What this task involves: Where does the word "then" occur in the data below? Copy each line that holds it.

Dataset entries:
*****
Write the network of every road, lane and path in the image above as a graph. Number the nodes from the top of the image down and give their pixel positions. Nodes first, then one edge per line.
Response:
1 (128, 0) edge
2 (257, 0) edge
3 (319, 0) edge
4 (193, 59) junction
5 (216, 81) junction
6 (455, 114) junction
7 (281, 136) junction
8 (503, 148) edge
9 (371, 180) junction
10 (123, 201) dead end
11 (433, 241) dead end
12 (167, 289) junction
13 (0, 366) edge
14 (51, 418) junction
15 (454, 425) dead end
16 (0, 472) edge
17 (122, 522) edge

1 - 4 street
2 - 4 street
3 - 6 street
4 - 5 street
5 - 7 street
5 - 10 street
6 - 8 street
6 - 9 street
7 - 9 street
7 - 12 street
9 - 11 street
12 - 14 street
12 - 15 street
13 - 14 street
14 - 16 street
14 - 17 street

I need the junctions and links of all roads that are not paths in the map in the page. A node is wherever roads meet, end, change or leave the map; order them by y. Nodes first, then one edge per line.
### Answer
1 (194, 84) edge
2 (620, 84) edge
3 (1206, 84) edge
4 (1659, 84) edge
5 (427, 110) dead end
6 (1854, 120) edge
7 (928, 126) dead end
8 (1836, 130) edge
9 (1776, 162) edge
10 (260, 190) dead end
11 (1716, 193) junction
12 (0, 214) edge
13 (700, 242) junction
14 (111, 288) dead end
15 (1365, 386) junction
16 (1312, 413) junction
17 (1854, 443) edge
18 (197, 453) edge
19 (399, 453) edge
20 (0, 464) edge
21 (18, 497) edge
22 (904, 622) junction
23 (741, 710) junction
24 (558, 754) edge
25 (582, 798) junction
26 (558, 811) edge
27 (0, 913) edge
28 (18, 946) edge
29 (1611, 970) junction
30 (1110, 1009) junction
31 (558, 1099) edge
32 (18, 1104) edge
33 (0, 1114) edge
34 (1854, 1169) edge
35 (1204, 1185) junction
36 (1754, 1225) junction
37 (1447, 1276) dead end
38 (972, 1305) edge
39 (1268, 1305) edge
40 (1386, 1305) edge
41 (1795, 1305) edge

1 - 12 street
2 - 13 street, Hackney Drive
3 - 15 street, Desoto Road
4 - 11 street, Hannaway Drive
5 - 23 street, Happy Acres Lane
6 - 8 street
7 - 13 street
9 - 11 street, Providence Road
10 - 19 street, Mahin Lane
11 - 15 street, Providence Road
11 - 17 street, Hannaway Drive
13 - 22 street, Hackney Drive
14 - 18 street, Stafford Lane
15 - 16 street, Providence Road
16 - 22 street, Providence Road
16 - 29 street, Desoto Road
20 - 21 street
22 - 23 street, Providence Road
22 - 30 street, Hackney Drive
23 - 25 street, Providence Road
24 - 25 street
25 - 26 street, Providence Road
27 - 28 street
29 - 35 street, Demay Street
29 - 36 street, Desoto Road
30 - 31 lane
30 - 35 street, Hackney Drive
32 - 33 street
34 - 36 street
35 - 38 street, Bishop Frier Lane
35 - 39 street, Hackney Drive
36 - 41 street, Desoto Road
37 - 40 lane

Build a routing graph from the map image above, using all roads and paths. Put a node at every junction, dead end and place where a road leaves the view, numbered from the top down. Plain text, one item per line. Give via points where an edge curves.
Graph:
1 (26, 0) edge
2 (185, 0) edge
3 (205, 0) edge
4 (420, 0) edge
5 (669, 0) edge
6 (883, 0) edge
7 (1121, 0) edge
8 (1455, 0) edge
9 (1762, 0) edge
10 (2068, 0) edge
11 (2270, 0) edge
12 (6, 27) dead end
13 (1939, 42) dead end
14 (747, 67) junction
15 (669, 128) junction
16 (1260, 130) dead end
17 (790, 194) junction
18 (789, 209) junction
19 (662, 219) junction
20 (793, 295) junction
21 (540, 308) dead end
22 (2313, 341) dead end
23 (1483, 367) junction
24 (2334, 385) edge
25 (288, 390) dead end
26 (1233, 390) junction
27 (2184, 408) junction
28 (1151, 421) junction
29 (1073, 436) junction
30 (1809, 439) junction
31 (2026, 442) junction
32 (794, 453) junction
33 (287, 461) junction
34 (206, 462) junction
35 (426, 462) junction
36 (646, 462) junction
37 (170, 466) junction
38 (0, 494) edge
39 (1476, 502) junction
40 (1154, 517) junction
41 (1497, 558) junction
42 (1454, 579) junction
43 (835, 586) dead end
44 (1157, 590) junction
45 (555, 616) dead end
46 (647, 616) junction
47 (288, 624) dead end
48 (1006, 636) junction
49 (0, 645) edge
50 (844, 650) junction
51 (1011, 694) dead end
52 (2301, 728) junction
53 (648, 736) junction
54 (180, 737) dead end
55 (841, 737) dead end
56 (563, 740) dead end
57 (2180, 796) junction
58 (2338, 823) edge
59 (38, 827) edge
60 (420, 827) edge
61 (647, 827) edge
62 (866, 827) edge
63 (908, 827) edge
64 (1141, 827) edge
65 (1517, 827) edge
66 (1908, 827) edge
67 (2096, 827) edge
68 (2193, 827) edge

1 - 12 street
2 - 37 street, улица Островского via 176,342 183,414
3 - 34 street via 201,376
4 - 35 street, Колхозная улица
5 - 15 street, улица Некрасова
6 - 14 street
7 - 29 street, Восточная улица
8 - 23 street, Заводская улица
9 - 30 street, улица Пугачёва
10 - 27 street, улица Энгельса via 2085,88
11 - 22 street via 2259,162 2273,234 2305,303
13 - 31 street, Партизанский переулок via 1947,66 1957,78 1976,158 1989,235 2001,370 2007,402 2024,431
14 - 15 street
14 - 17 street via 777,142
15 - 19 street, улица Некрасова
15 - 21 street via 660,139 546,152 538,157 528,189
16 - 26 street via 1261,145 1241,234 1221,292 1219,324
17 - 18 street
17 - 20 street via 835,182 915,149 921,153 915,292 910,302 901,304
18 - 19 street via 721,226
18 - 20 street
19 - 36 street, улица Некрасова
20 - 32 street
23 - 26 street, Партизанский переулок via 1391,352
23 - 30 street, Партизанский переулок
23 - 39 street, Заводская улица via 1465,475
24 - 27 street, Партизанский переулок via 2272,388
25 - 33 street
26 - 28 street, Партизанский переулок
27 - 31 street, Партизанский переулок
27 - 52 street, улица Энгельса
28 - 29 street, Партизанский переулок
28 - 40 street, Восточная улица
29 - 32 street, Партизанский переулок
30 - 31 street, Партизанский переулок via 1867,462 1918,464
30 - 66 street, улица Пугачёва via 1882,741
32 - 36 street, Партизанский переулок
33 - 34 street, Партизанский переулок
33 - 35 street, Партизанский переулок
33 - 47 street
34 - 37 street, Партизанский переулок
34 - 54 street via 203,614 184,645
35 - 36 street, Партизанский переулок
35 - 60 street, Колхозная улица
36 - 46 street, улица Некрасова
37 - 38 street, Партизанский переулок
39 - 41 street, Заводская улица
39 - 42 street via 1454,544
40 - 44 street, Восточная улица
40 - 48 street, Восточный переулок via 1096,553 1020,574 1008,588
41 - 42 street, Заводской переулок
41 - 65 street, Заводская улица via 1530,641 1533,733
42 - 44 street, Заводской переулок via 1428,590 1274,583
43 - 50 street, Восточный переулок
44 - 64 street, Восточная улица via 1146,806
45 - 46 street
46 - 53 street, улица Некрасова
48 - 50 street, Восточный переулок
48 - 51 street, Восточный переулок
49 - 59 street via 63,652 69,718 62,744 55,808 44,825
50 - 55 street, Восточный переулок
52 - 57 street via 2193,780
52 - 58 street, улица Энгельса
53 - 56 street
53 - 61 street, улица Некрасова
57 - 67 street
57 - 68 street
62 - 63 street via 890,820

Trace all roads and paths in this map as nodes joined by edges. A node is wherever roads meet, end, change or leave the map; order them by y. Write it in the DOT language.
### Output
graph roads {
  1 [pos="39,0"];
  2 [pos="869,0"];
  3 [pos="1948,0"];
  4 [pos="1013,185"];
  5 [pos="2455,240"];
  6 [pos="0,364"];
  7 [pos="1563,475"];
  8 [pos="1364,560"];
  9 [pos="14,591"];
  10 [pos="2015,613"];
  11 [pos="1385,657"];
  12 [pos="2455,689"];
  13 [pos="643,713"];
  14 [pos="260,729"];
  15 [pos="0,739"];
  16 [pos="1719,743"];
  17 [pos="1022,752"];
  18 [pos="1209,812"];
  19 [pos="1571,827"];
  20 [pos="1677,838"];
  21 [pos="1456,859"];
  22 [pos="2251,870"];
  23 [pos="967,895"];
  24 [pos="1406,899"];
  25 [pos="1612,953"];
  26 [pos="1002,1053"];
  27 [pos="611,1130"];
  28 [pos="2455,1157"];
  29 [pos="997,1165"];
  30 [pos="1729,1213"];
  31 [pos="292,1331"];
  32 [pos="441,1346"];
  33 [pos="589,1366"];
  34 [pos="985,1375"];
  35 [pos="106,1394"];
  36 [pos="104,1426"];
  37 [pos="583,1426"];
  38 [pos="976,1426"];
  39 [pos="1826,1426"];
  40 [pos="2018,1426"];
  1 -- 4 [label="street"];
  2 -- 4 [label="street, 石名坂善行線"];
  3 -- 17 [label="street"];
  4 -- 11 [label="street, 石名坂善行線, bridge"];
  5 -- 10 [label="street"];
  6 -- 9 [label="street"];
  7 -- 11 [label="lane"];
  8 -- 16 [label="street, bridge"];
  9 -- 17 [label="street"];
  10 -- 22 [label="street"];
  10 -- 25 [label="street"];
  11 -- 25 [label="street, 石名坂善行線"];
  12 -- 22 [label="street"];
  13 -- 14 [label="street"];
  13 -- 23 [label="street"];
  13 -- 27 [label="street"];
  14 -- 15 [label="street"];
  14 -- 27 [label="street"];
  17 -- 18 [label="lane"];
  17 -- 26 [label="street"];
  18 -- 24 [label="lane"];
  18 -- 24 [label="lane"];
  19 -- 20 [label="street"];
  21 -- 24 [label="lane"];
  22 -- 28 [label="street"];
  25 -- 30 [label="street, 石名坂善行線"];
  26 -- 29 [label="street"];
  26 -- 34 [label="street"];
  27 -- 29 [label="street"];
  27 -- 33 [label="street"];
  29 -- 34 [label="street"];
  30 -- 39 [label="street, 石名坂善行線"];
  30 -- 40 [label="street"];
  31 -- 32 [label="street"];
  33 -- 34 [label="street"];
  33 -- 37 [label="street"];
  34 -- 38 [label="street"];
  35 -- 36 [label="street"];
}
*****
Result of the task:
Write the network of every road, lane and path in the image above as a graph. Number the nodes from the top of the image down and give their pixel positions. Nodes first, then one edge per line.
I need the junctions and links of all roads that are not paths in the map in the page. A node is wherever roads meet, end, change or leave the map; order them by y. Nodes first, then one edge per line.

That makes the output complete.